* _EXERCISE MATERIALS_
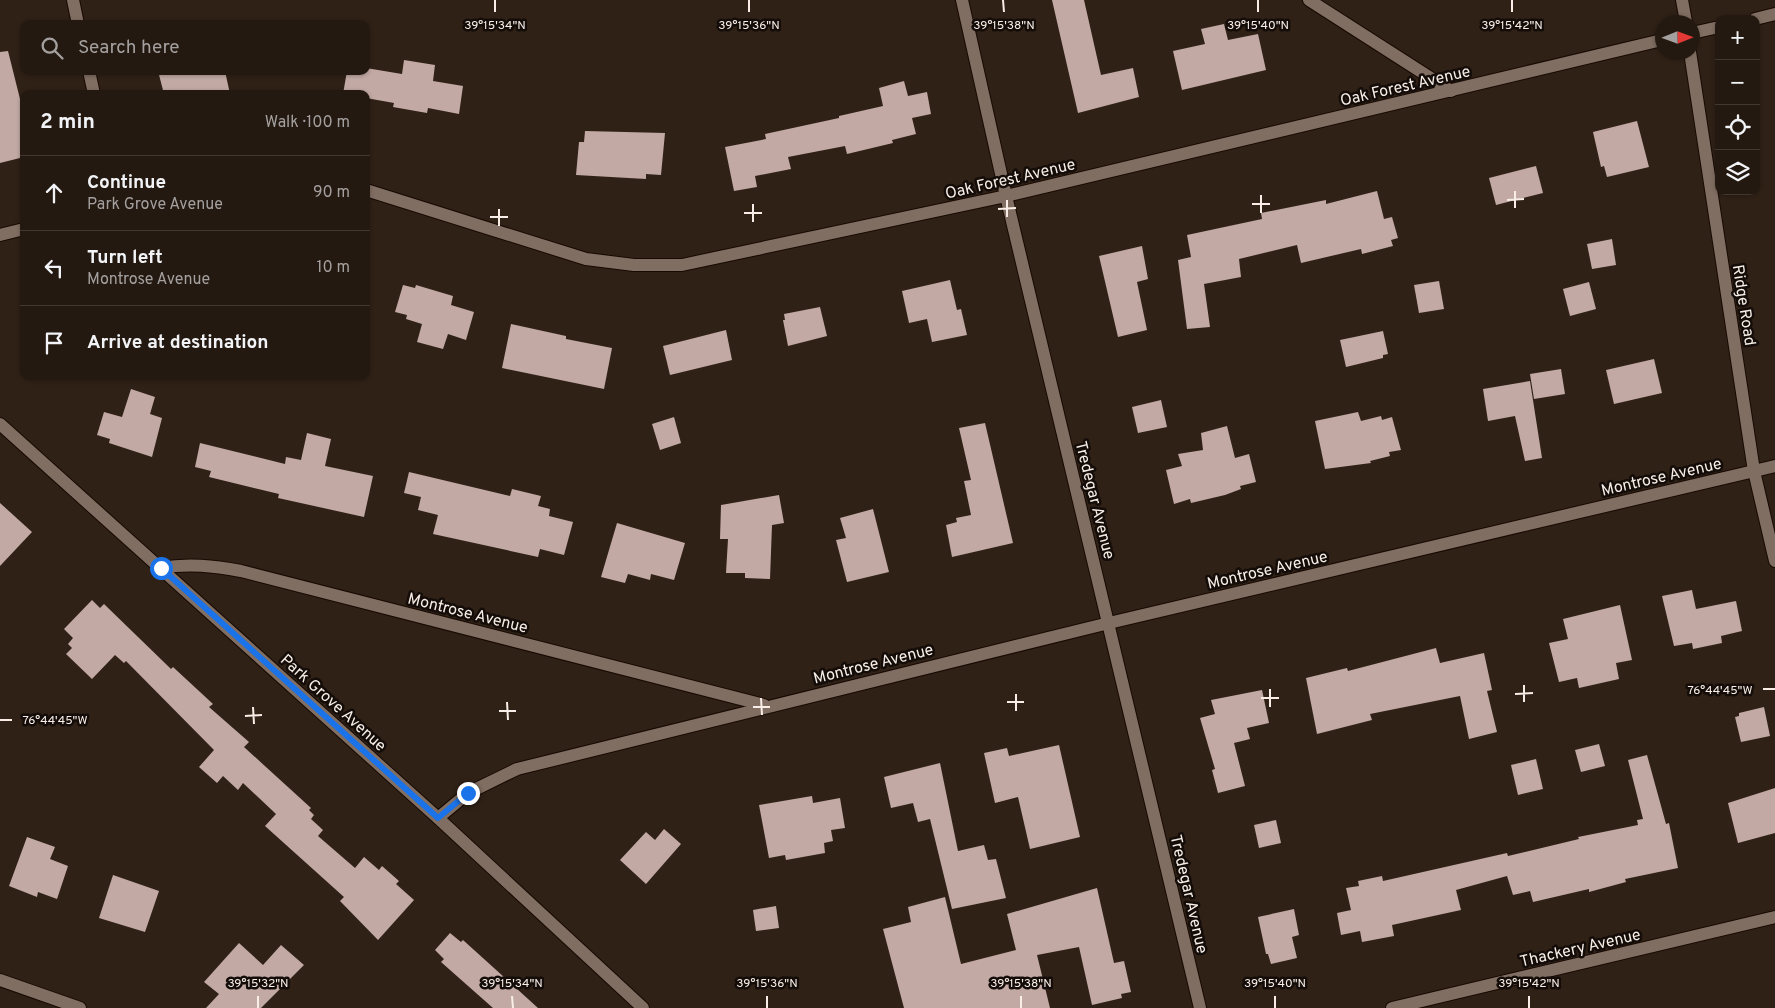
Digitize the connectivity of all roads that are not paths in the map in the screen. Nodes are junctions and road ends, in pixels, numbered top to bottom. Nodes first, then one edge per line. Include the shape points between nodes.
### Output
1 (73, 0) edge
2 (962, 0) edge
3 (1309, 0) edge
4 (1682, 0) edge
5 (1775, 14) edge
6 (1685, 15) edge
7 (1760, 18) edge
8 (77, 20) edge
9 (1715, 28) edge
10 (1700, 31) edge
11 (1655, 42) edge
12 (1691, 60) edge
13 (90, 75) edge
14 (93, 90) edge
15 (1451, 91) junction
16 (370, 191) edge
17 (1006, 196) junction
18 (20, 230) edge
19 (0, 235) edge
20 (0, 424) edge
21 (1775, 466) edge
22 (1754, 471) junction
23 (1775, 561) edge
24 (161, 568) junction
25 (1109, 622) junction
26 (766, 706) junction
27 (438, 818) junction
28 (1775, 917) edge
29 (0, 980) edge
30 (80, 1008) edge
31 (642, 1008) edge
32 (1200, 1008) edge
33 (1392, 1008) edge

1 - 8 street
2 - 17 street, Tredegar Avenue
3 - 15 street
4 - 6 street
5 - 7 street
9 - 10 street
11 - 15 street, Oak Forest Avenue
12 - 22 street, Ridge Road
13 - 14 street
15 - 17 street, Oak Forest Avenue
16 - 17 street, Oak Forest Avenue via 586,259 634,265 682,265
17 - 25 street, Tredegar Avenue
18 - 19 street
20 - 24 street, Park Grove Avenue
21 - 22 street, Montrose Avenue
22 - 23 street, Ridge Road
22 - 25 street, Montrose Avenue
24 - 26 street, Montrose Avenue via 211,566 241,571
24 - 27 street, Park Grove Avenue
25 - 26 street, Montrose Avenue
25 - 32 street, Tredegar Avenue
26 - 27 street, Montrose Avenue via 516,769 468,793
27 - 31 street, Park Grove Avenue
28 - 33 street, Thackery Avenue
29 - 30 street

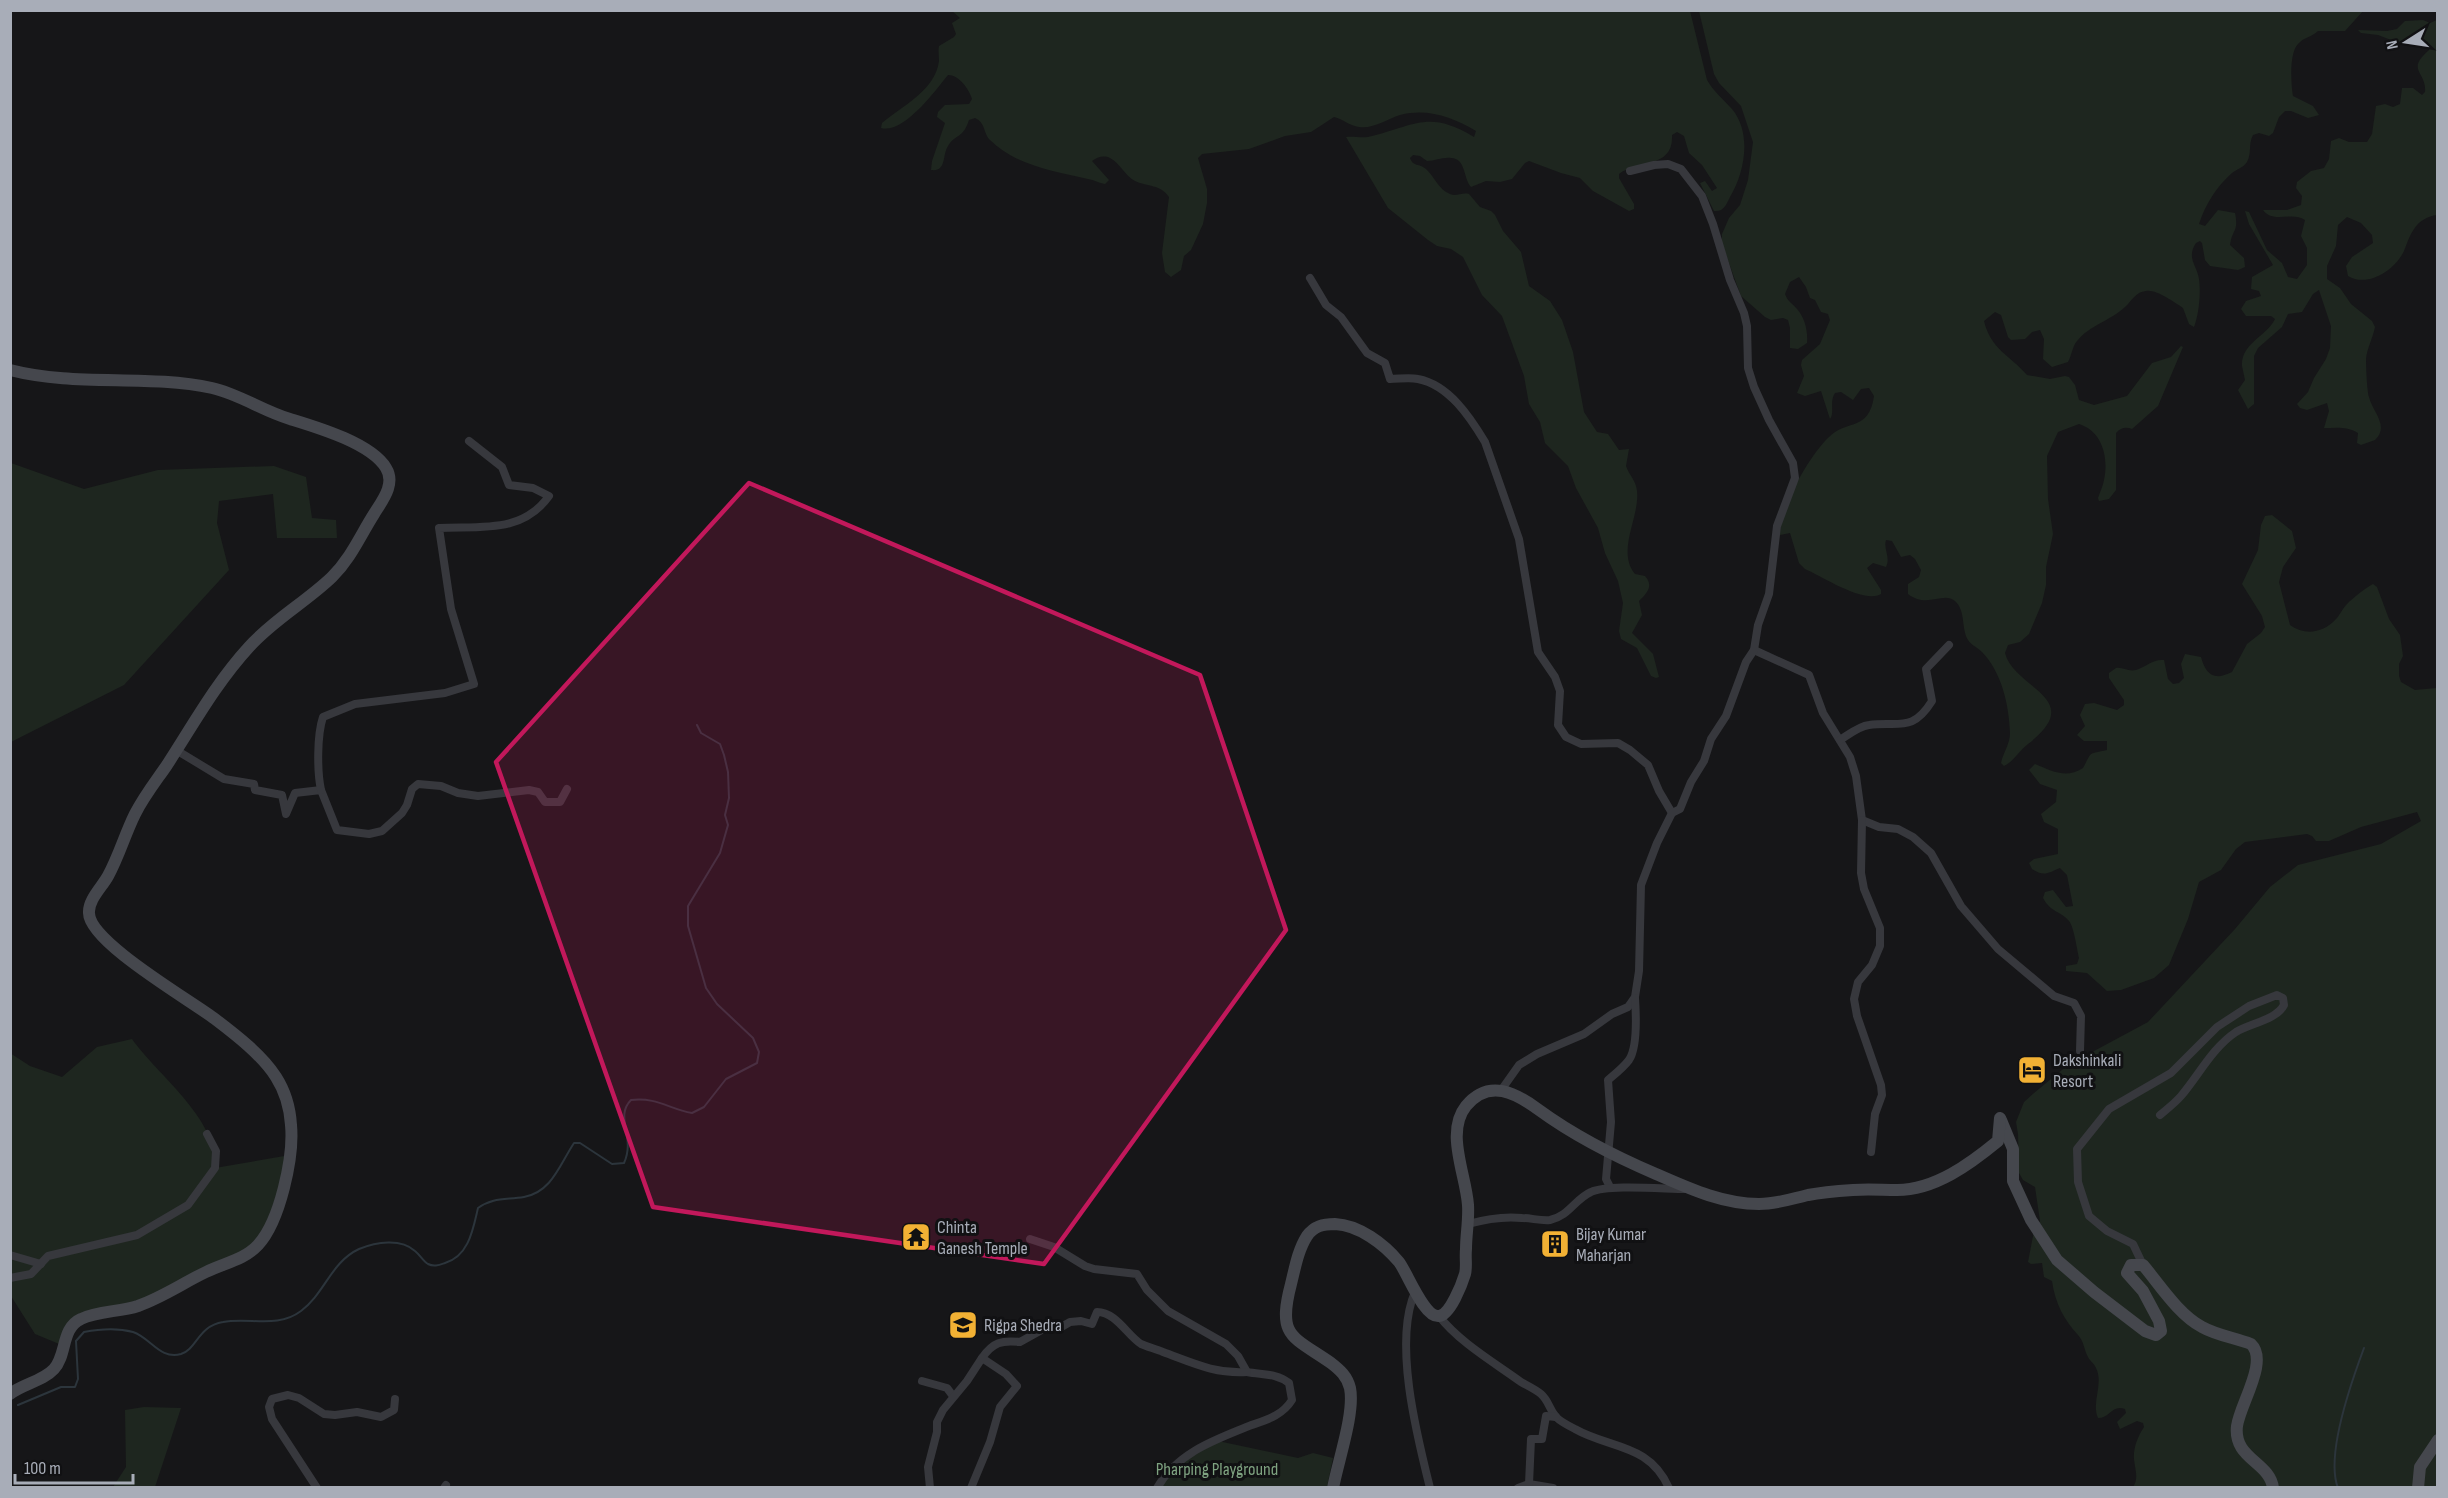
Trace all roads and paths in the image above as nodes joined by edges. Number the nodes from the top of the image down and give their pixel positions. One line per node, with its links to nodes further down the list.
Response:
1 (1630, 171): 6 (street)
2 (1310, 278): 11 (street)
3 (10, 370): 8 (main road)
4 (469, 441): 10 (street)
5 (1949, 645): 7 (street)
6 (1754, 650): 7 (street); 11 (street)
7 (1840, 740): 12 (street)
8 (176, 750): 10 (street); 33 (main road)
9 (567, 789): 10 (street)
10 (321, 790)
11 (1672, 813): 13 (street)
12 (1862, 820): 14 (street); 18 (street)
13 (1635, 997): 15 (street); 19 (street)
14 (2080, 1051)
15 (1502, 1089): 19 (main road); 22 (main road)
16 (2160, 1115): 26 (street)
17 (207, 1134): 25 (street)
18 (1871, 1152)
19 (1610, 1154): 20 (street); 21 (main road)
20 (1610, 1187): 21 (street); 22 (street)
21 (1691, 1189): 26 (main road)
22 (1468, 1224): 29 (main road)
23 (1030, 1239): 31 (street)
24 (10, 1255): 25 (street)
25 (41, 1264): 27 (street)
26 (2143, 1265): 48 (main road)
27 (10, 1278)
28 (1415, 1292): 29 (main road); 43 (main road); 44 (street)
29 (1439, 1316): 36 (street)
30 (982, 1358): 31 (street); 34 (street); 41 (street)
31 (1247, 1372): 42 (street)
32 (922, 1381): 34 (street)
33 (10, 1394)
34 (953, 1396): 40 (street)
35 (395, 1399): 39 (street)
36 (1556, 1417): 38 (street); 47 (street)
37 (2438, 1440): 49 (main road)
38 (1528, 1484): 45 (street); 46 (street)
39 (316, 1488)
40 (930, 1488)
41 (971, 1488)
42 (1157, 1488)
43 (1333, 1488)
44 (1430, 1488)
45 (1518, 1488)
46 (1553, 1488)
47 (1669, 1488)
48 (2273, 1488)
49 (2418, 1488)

* _GOAL OF THE EXERCISE_
Which lines of the records above contain the word "Tredegar"? Show each of them.

* _TASK SOLUTION_
2 - 17 street, Tredegar Avenue
17 - 25 street, Tredegar Avenue
25 - 32 street, Tredegar Avenue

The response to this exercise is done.